**REQUIREMENT**:
For every line in the entries that contains "Cité", show the whole line.

**MATERIAL PROVIDED**:
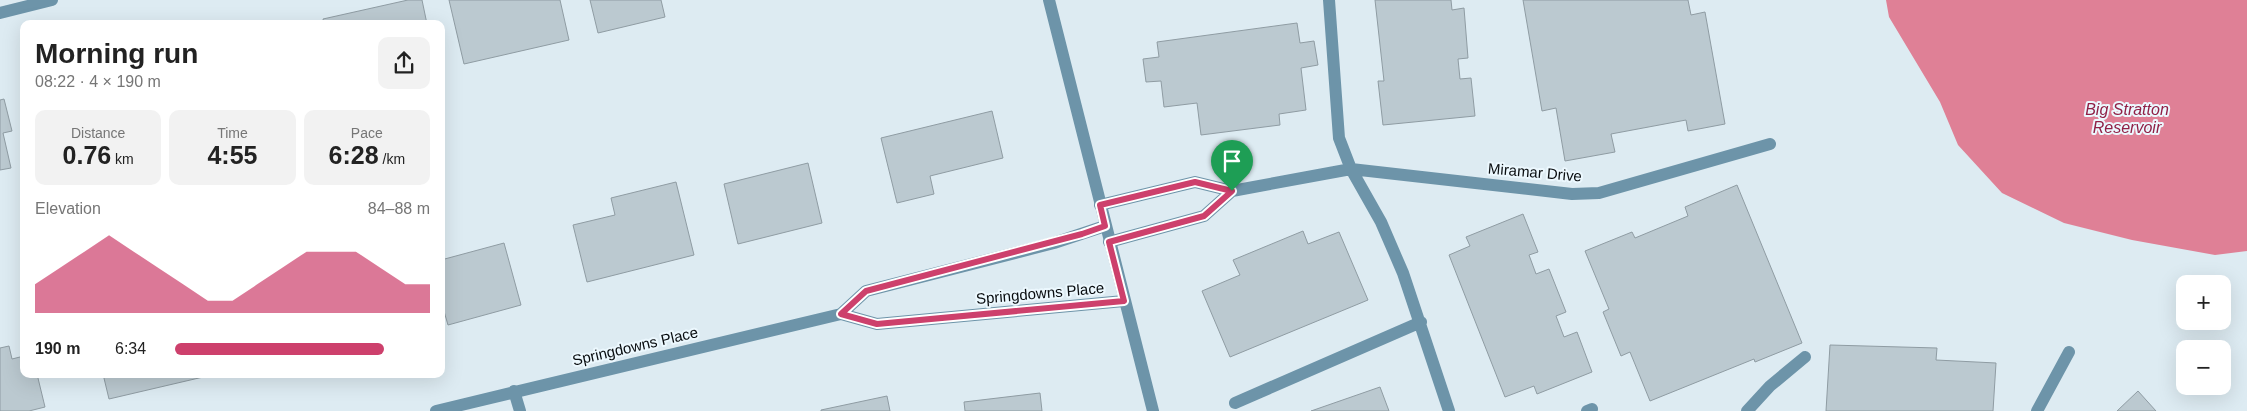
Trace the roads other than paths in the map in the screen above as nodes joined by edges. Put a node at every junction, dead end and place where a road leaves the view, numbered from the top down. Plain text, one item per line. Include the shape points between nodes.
1 (52, 0) edge
2 (1049, 0) edge
3 (1329, 0) edge
4 (0, 13) edge
5 (1770, 144) dead end
6 (1351, 169) junction
7 (1232, 191) junction
8 (1100, 205) junction
9 (1105, 226) junction
10 (1109, 242) junction
11 (1124, 301) junction
12 (841, 314) junction
13 (1421, 322) junction
14 (2069, 352) dead end
15 (1805, 357) dead end
16 (514, 391) junction
17 (1235, 404) dead end
18 (461, 408) edge
19 (436, 411) edge
20 (520, 411) edge
21 (1153, 411) edge
22 (1449, 411) edge
23 (1747, 411) edge
24 (2037, 411) edge

1 - 4 street
2 - 8 street
3 - 6 street via 1339,138
5 - 6 street, Miramar Drive via 1599,193 1572,194
6 - 7 street, Miramar Drive
6 - 13 street via 1381,222
7 - 8 street, Miramar Drive via 1195,182
7 - 10 street via 1204,216
8 - 9 street
9 - 10 street
9 - 12 street, Springdowns Place via 1054,243 866,291
10 - 11 street
11 - 12 street, Springdowns Place via 877,324
11 - 21 street
12 - 16 street, Springdowns Place
13 - 17 street
13 - 22 street
14 - 24 street
15 - 23 street via 1770,386
16 - 18 street, Springdowns Place
16 - 20 street
18 - 19 street, Springdowns Place

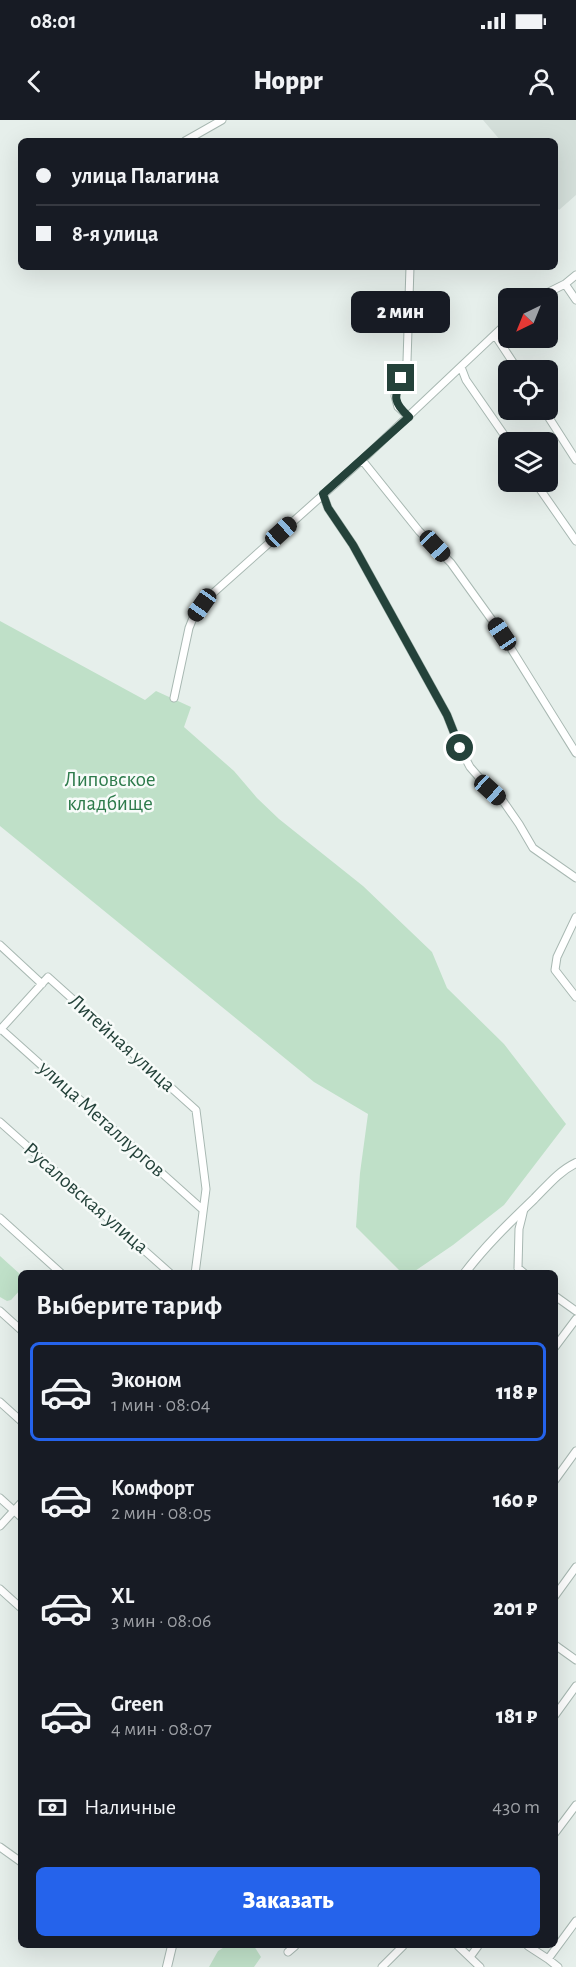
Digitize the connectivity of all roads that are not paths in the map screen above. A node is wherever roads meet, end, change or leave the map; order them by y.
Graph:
1 (222, 120) edge
2 (190, 138) edge
3 (410, 270) edge
4 (576, 276) edge
5 (566, 284) junction
6 (558, 288) edge
7 (576, 300) edge
8 (498, 332) edge
9 (495, 335) junction
10 (511, 360) edge
11 (461, 367) junction
12 (409, 417) junction
13 (550, 420) edge
14 (502, 432) edge
15 (362, 460) junction
16 (576, 460) edge
17 (543, 492) edge
18 (323, 494) junction
19 (576, 541) edge
20 (174, 698) dead end
21 (576, 753) edge
22 (576, 878) edge
23 (576, 916) edge
24 (0, 945) edge
25 (42, 984) junction
26 (576, 997) edge
27 (1, 1029) edge
28 (0, 1122) edge
29 (576, 1163) edge
30 (202, 1209) junction
31 (524, 1209) junction
32 (0, 1218) edge
33 (510, 1222) junction
34 (519, 1229) junction
35 (58, 1270) edge
36 (166, 1270) edge
37 (195, 1270) edge
38 (467, 1270) edge
39 (516, 1270) edge
40 (558, 1298) edge
41 (0, 1311) edge
42 (576, 1311) edge
43 (576, 1319) edge
44 (18, 1327) edge
45 (558, 1343) edge
46 (0, 1402) edge
47 (18, 1418) edge
48 (576, 1451) edge
49 (558, 1476) edge
50 (0, 1498) edge
51 (18, 1506) edge
52 (14, 1511) junction
53 (18, 1514) edge
54 (0, 1526) edge
55 (576, 1567) edge
56 (0, 1589) edge
57 (558, 1592) edge
58 (18, 1605) edge
59 (558, 1647) edge
60 (576, 1660) edge
61 (576, 1686) edge
62 (558, 1711) edge
63 (576, 1805) edge
64 (558, 1829) edge
65 (0, 1847) edge
66 (18, 1860) edge
67 (576, 1921) edge
68 (558, 1945) edge
69 (172, 1948) edge
70 (293, 1948) edge
71 (401, 1948) edge
72 (460, 1948) edge
73 (477, 1948) edge
74 (531, 1948) edge
75 (556, 1948) edge
76 (288, 1952) dead end
77 (470, 1957) junction
78 (548, 1959) junction
79 (167, 1967) edge
80 (382, 1967) edge
81 (480, 1967) edge
82 (558, 1967) edge

1 - 2 street
3 - 12 street
4 - 5 street
5 - 6 street
5 - 7 street
8 - 9 street
9 - 10 street
9 - 11 street
11 - 12 street
11 - 14 street
12 - 15 street
13 - 16 street
15 - 18 street
15 - 21 street
17 - 19 street
18 - 20 street
18 - 22 street
23 - 26 street
24 - 25 street
25 - 27 street
25 - 30 street, Литейная улица
27 - 30 street, улица Металлургов
28 - 36 street, Русаловская улица
29 - 31 street
30 - 37 street
31 - 33 street
31 - 34 street
32 - 35 street
33 - 34 street
33 - 38 street
34 - 39 street
40 - 42 street
41 - 44 street
43 - 45 street
46 - 47 street
48 - 49 street
50 - 52 street
51 - 52 street
52 - 53 street
52 - 54 street
55 - 57 street
56 - 58 street
59 - 60 street
61 - 62 street
63 - 64 street
65 - 66 street
67 - 68 street
69 - 79 street
70 - 76 street
71 - 80 street
72 - 77 street
73 - 77 street
74 - 78 street
75 - 78 street
77 - 81 street
78 - 82 street

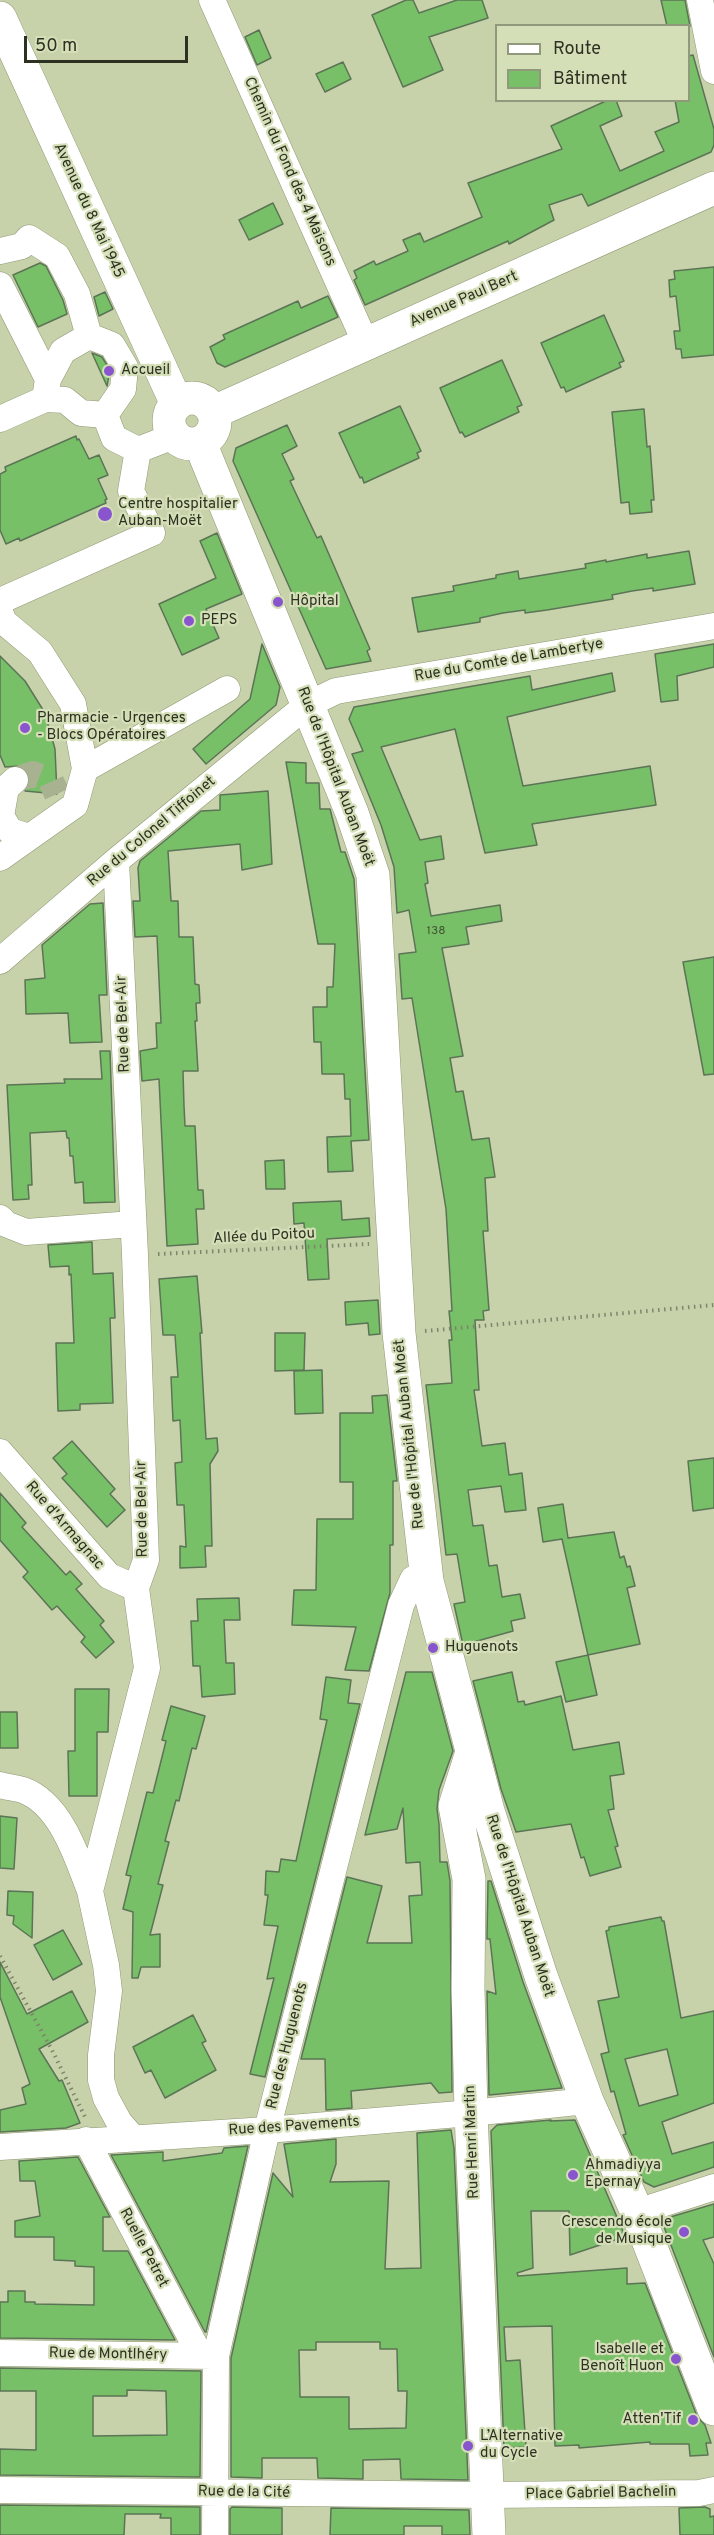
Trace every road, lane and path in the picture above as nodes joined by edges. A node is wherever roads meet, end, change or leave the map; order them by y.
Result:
1 (212, 0) edge
2 (700, 0) edge
3 (0, 18) edge
4 (714, 71) edge
5 (714, 188) edge
6 (0, 251) edge
7 (0, 285) edge
8 (89, 336) junction
9 (366, 344) junction
10 (47, 389) junction
11 (177, 404) junction
12 (214, 412) junction
13 (105, 415) junction
14 (0, 419) edge
15 (187, 439) junction
16 (138, 450) junction
17 (0, 602) edge
18 (0, 612) edge
19 (714, 626) edge
20 (227, 689) dead end
21 (307, 705) junction
22 (85, 769) junction
23 (15, 780) dead end
24 (29, 837) junction
25 (0, 858) edge
26 (116, 861) junction
27 (0, 961) edge
28 (0, 1218) edge
29 (133, 1224) junction
30 (394, 1243) junction
31 (135, 1255) junction
32 (714, 1305) edge
33 (399, 1333) junction
34 (0, 1452) edge
35 (427, 1581) junction
36 (136, 1588) junction
37 (472, 1752) junction
38 (0, 1785) edge
39 (90, 1891) junction
40 (0, 1956) edge
41 (587, 2101) junction
42 (471, 2113) junction
43 (267, 2130) junction
44 (134, 2138) junction
45 (86, 2140) junction
46 (0, 2147) edge
47 (714, 2187) edge
48 (637, 2212) junction
49 (0, 2354) edge
50 (208, 2356) junction
51 (714, 2409) edge
52 (0, 2490) edge
53 (714, 2490) edge
54 (216, 2493) junction
55 (488, 2495) junction
56 (215, 2535) edge
57 (489, 2535) edge

1 - 9 street, Chemin du Fond des 4 Maisons
2 - 4 street
3 - 11 main road, Avenue du 8 Mai 1945
5 - 9 main road, Avenue Paul Bert
6 - 8 street
7 - 10 street
8 - 10 street
8 - 13 street
9 - 12 main road, Avenue Paul Bert
10 - 13 street
10 - 14 street
11 - 12 main road
11 - 15 main road
12 - 15 main road
13 - 16 street
15 - 16 street
15 - 21 main road, Rue de l'Hôpital Auban Moët
16 - 17 street
18 - 22 street
19 - 21 street, Rue du Comte de Lambertye
20 - 22 street
21 - 26 street, Rue du Colonel Tiffoinet
21 - 30 main road, Rue de l'Hôpital Auban Moët
22 - 24 street
23 - 24 street
24 - 25 street
26 - 27 street, Rue du Colonel Tiffoinet
26 - 29 street, Rue de Bel-Air
28 - 29 street
29 - 31 street, Rue de Bel-Air
30 - 31 path, Allée du Poitou
30 - 33 main road, Rue de l'Hôpital Auban Moët
31 - 36 street, Rue de Bel-Air
32 - 33 path
33 - 35 main road, Rue de l'Hôpital Auban Moët
34 - 36 street, Rue d'Armagnac
35 - 37 main road, Rue de l'Hôpital Auban Moët
35 - 43 street, Rue des Huguenots
36 - 39 street, Rue de Bel-Air
37 - 41 main road, Rue de l'Hôpital Auban Moët
37 - 42 main road, Rue Henri Martin
38 - 39 street
39 - 44 street, Rue de Bel-Air
40 - 45 path
41 - 42 street, Rue des Pavements
41 - 48 main road, Rue de l'Hôpital Auban Moët
42 - 43 street, Rue des Pavements
42 - 55 main road, Rue Henri Martin
43 - 44 street, Rue des Pavements
43 - 50 street, Rue des Huguenots
44 - 45 street, Rue des Pavements
45 - 46 street, Rue des Pavements
45 - 50 street, Ruelle Petret
47 - 48 street
48 - 51 main road, Rue de l'Hôpital Auban Moët
49 - 50 street, Rue de Montlhéry
50 - 54 street, Rue des Huguenots
52 - 54 street, Rue de la Cité
53 - 55 street, Place Gabriel Bachelin
54 - 55 street, Rue de la Cité
54 - 56 street, Rue des Huguenots
55 - 57 main road, Rue Henri Martin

**RESULT BELOW**:
52 - 54 street, Rue de la Cité
54 - 55 street, Rue de la Cité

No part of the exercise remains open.